*Recorded data*:
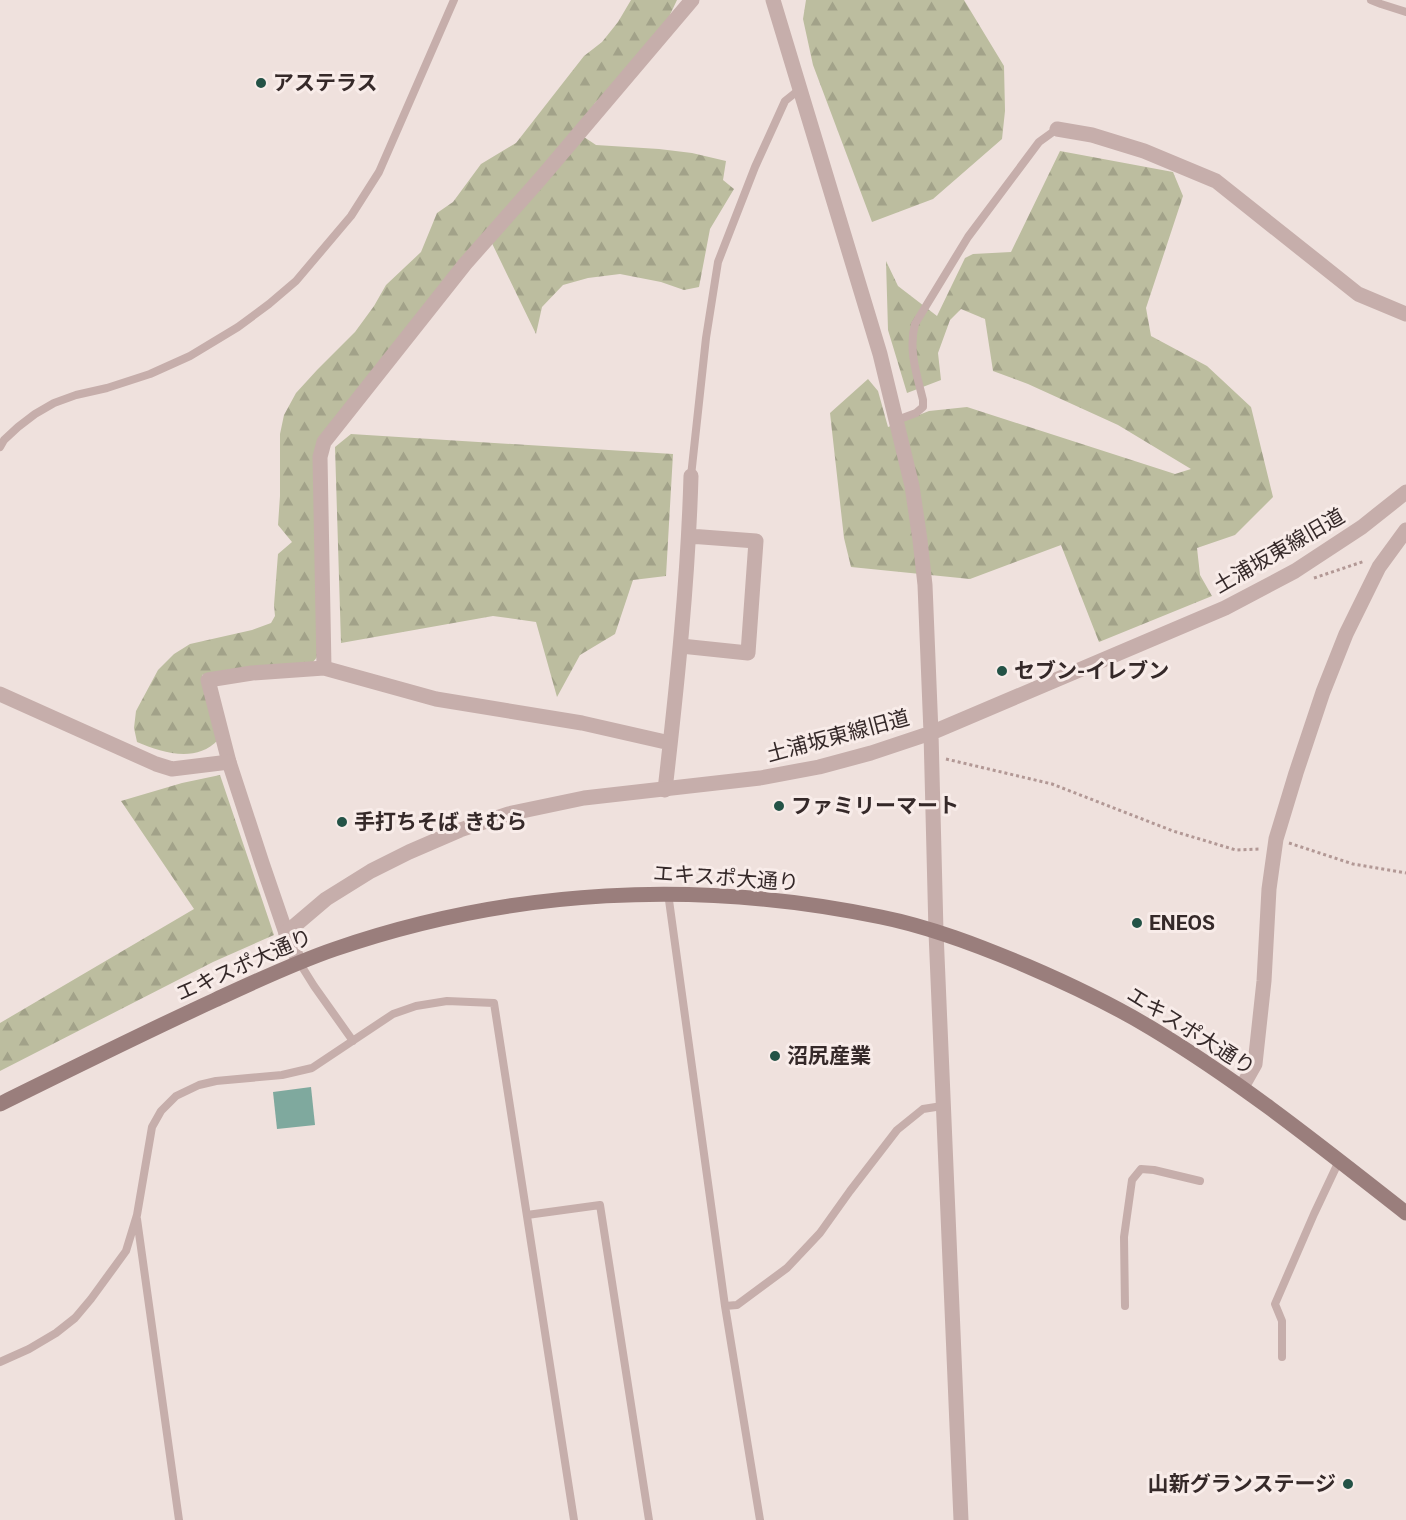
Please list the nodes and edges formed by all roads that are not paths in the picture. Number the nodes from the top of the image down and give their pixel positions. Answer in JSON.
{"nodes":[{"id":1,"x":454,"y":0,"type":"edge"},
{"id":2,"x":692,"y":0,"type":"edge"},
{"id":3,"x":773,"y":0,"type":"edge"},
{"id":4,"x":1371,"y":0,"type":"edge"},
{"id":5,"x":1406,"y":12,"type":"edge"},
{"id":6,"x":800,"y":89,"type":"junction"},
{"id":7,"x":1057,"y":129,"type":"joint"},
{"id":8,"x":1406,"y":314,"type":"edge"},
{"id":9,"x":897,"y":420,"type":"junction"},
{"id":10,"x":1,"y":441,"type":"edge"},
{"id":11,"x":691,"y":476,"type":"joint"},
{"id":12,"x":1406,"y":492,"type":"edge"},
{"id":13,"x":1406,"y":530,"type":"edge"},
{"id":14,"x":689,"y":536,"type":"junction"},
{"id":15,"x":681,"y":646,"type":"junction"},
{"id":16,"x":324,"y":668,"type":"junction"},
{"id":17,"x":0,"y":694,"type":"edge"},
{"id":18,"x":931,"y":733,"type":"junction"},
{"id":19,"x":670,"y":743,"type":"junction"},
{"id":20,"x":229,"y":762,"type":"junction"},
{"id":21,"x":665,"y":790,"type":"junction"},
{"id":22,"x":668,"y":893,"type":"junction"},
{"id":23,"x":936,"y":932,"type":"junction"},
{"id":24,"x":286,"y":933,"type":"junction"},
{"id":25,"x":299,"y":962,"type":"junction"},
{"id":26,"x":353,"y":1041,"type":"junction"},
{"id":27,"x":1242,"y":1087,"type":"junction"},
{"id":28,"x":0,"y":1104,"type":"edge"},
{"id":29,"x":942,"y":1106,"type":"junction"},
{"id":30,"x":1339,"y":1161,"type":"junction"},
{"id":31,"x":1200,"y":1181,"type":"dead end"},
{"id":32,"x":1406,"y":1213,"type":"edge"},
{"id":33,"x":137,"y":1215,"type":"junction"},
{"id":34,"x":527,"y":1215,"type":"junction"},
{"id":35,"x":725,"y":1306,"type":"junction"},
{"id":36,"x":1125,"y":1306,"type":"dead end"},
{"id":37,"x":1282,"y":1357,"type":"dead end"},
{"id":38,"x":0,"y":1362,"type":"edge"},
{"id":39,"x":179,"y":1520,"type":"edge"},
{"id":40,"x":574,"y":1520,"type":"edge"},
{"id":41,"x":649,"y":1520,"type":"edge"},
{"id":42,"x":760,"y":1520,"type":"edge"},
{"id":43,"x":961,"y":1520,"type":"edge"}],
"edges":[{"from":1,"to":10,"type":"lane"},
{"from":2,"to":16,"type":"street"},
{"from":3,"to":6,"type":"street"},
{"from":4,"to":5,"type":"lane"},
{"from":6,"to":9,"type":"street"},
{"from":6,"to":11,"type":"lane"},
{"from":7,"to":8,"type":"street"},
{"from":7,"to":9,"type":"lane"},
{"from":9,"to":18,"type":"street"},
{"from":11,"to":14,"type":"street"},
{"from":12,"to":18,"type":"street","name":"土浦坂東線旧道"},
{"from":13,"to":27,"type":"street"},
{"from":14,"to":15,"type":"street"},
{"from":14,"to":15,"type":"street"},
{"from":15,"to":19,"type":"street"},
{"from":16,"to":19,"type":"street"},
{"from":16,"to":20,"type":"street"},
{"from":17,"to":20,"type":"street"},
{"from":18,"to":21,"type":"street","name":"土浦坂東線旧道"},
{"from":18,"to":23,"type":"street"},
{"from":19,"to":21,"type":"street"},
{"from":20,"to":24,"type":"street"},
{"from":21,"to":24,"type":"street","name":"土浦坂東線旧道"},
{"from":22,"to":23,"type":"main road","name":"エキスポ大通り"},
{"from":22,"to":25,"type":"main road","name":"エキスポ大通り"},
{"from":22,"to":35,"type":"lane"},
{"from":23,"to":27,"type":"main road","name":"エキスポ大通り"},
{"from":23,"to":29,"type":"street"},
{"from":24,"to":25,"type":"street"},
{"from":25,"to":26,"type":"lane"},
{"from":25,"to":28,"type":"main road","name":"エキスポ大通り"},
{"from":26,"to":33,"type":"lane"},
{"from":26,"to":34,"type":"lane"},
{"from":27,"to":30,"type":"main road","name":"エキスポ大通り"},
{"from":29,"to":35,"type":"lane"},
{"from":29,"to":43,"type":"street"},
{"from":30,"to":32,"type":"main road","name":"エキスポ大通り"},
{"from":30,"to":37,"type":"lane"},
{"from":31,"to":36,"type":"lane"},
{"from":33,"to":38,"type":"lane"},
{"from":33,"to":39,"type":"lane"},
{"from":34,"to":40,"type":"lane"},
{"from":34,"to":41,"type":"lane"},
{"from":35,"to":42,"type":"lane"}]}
...
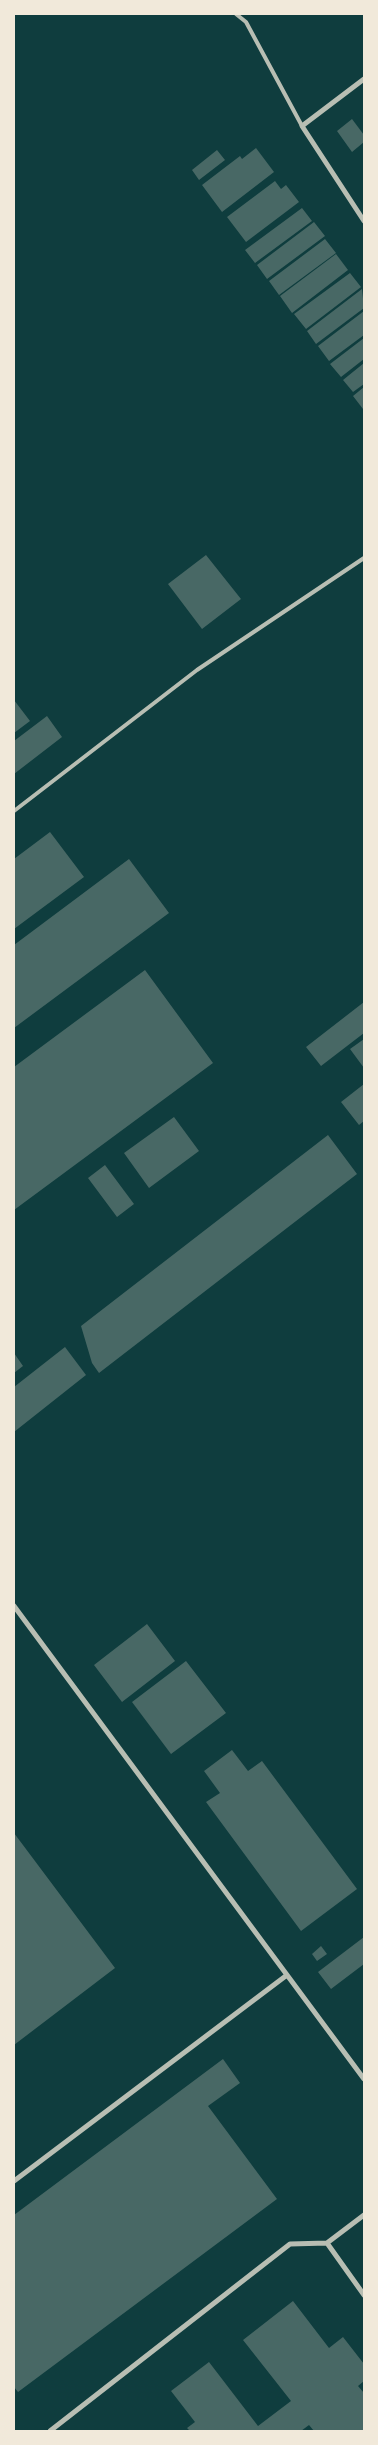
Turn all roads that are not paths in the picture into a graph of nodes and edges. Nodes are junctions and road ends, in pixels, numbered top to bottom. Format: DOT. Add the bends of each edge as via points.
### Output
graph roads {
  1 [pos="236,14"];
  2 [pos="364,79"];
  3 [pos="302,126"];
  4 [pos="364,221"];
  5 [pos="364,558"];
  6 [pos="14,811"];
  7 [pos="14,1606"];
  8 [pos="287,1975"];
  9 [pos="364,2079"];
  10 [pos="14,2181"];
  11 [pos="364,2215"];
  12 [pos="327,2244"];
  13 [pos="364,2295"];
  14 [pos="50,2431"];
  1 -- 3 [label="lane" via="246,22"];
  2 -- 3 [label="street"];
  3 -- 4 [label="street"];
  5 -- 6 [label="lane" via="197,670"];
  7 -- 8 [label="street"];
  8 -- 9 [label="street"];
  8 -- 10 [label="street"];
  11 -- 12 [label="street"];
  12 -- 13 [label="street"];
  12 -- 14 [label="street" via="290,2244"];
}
* * *
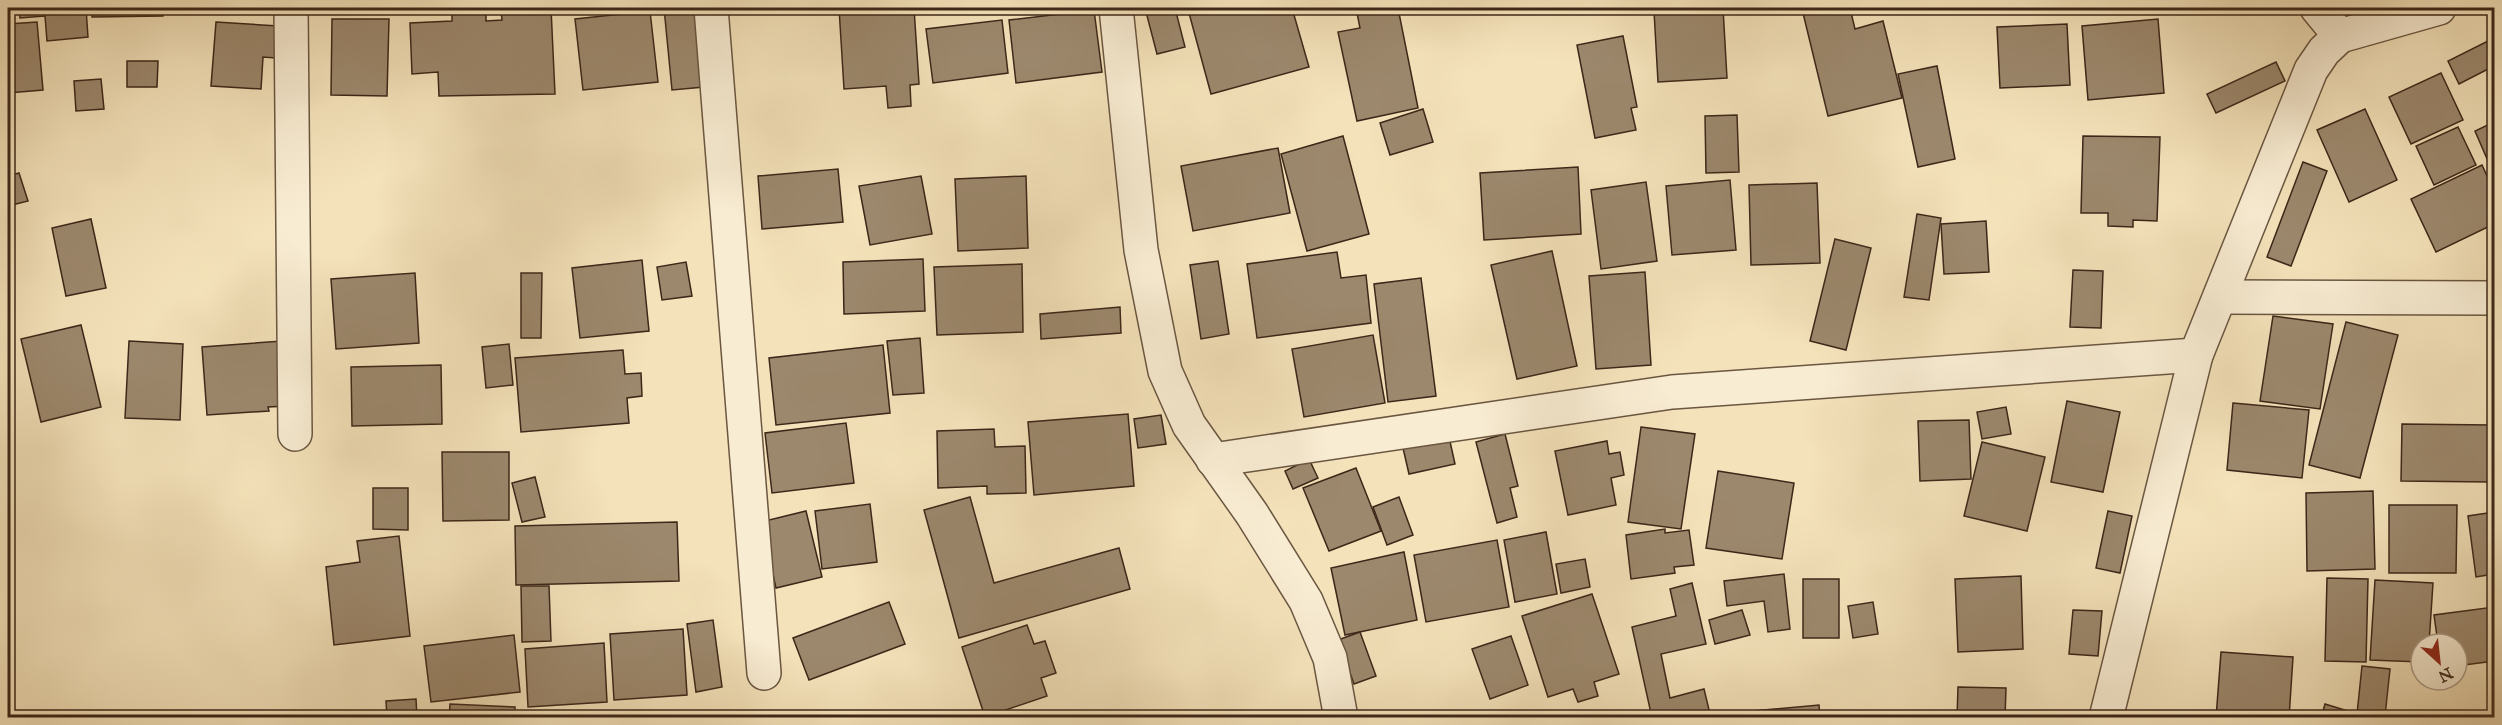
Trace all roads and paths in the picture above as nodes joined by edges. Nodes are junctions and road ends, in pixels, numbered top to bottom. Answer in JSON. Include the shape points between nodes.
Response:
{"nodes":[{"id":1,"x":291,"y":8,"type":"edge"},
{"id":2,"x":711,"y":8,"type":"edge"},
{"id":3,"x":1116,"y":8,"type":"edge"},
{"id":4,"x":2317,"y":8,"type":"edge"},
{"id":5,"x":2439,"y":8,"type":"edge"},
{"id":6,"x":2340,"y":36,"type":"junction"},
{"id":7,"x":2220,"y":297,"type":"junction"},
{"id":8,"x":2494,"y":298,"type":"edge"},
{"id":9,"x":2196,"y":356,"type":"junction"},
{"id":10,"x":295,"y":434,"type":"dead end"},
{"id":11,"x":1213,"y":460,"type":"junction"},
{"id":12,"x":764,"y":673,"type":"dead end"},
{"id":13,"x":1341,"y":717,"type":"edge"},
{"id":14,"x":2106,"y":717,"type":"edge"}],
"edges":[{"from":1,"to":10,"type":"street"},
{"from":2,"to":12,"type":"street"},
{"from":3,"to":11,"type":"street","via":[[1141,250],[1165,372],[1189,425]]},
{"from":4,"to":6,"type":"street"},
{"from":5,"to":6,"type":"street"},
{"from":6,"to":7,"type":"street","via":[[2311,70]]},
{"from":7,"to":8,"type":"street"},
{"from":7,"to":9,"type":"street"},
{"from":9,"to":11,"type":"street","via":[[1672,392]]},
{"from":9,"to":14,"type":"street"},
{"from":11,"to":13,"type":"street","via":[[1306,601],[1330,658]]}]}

*Your task*:
State how many lines of the entries above include the word "bottom", offering no text other than the number.

*Output*:
2